Prosegue l’attività della polizia di Stato per il contrasto alle situazioni di degrado e illegalità nel territorio di Legnago. Il 28 e il 31 agosto sono stati effettuati due distinti servizi straordinari di controllo, che hanno coinvolto gli equipaggi delle volanti, il personale della polizia scientifica, un’unità cinofila della questura di Ancona e gli agenti della polizia locale di Legnago.
Nel corso delle operazioni sono state identificate numerose persone e svolti accertamenti sulla loro posizione. Il bilancio comprende tre denunce per soggiorno irregolare, due provvedimenti di espulsione e il sequestro di alcune decine di grammi di hashish.
I controlli nelle zone più sensibili
Il primo intervento, effettuato il 28 agosto, ha interessato soprattutto il centro cittadino e il parco comunale, oltre alle aree situate nei pressi della stazione ferroviaria e di alcuni esercizi commerciali.
Gli agenti hanno sottoposto a controllo diverse persone presenti nelle zone interessate dal servizio. Gli approfondimenti successivi hanno permesso di individuare tre soggetti la cui posizione sul territorio nazionale è risultata irregolare.
Per tutti e tre è quindi scattata una denuncia per soggiorno irregolare, nell’ambito degli accertamenti condotti dagli operatori durante il servizio.
L’impiego congiunto di più specialità della polizia di Stato e della polizia locale ha consentito di estendere le verifiche a differenti aree del territorio comunale, con particolare attenzione ai luoghi considerati maggiormente esposti a fenomeni di illegalità.

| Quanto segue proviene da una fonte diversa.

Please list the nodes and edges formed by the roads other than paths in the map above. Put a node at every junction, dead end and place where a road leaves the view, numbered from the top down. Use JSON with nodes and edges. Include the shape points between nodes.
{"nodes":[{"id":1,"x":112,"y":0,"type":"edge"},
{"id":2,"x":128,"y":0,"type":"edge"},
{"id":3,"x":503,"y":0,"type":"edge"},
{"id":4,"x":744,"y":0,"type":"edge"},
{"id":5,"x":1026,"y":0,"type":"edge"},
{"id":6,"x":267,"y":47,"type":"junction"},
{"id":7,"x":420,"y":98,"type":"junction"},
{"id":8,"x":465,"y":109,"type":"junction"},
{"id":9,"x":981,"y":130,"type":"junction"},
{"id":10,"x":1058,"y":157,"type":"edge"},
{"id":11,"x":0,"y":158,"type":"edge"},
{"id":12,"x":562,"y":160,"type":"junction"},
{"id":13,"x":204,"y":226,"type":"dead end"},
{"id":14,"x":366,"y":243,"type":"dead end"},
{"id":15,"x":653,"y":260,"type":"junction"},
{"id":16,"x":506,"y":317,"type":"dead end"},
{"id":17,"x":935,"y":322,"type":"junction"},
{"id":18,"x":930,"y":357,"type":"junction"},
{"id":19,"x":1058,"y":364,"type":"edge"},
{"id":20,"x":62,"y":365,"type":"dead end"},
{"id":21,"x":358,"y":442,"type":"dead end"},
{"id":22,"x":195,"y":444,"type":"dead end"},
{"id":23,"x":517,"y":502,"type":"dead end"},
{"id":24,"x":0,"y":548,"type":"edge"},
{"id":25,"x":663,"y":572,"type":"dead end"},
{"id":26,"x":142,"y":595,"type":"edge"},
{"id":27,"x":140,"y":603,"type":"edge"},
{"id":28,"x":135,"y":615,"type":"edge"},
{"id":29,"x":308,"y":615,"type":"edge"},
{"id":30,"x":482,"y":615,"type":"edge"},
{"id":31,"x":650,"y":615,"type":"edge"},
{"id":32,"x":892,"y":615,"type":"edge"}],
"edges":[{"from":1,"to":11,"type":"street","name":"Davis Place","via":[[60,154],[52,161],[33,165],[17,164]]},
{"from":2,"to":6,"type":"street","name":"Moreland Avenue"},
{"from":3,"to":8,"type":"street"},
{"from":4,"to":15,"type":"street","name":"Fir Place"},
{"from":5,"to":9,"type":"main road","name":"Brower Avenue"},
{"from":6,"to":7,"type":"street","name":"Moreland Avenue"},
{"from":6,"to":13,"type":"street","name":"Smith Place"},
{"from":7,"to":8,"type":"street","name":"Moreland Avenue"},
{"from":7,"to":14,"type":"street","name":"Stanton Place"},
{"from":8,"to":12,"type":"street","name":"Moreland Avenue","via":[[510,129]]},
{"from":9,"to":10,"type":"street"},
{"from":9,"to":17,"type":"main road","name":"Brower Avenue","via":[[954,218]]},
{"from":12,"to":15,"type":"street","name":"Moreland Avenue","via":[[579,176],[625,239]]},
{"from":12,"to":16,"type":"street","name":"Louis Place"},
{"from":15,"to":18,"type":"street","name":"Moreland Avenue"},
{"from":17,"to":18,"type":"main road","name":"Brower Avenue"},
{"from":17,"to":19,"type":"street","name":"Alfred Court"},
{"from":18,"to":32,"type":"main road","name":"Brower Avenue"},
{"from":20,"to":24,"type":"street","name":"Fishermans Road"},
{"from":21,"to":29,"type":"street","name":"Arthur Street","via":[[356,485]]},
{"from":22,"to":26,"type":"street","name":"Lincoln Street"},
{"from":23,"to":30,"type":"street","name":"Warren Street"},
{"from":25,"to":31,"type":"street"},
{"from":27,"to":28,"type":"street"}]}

Nuovi accertamenti il 31 agosto
Una seconda giornata di controlli si è svolta il 31 agosto, nuovamente nell’area del parco comunale e all’interno di un esercizio commerciale situato in viale dei Caduti.

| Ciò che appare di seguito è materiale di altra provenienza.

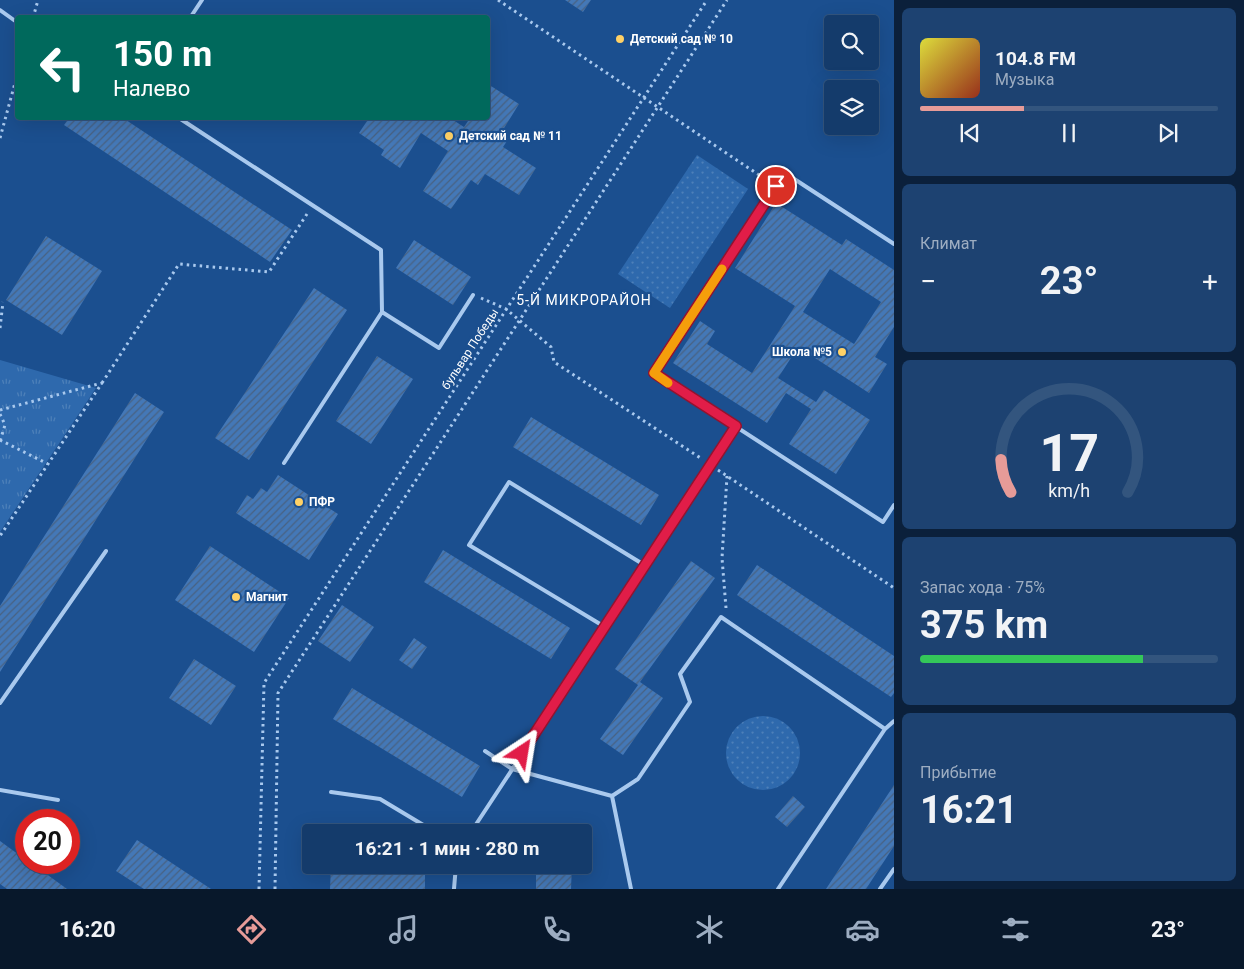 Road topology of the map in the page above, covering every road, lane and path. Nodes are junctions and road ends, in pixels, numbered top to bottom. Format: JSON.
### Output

Anche in questo caso gli operatori hanno proceduto all’identificazione delle persone presenti, effettuando controlli sulla loro identità e sulla regolarità della permanenza in Italia.
Gli accertamenti hanno fatto emergere altre due posizioni irregolari. Per i due soggetti interessati sono stati adottati il decreto di espulsione prefettizia e l’ordine di allontanamento dal territorio dello Stato.
Hashish trovato nel parco
Proprio durante il secondo servizio è emerso anche un elemento legato al contrasto allo spaccio di sostanze stupefacenti.
All’interno del parco comunale di Legnago gli operatori hanno rinvenuto diversi involucri contenenti hashish. La quantità complessiva sequestrata ammonta ad alcune decine di grammi.
Gli involucri sono stati immediatamente sottoposti a sequestro, mentre i controlli hanno consentito di proseguire l’attività di prevenzione e contrasto dei fenomeni illeciti nelle aree pubbliche della città.
Collaborazione tra forze dell’ordine
I servizi hanno visto lavorare insieme volanti, polizia scientifica, unità cinofila e polizia locale, con l’obiettivo di rafforzare la presenza delle forze dell’ordine nelle zone individuate come più esposte.
L’attività si inserisce nel più ampio lavoro della polizia di Stato di Verona sul territorio della Bassa veronese. Le verifiche hanno riguardato sia la presenza delle persone e la loro posizione amministrativa, sia eventuali situazioni connesse alla detenzione di sostanze stupefacenti.
Il doppio intervento del 28 e del 31 agosto ha così prodotto cinque provvedimenti nei confronti di persone risultate irregolari, oltre al sequestro della sostanza stupefacente rinvenuta all’interno del parco comunale.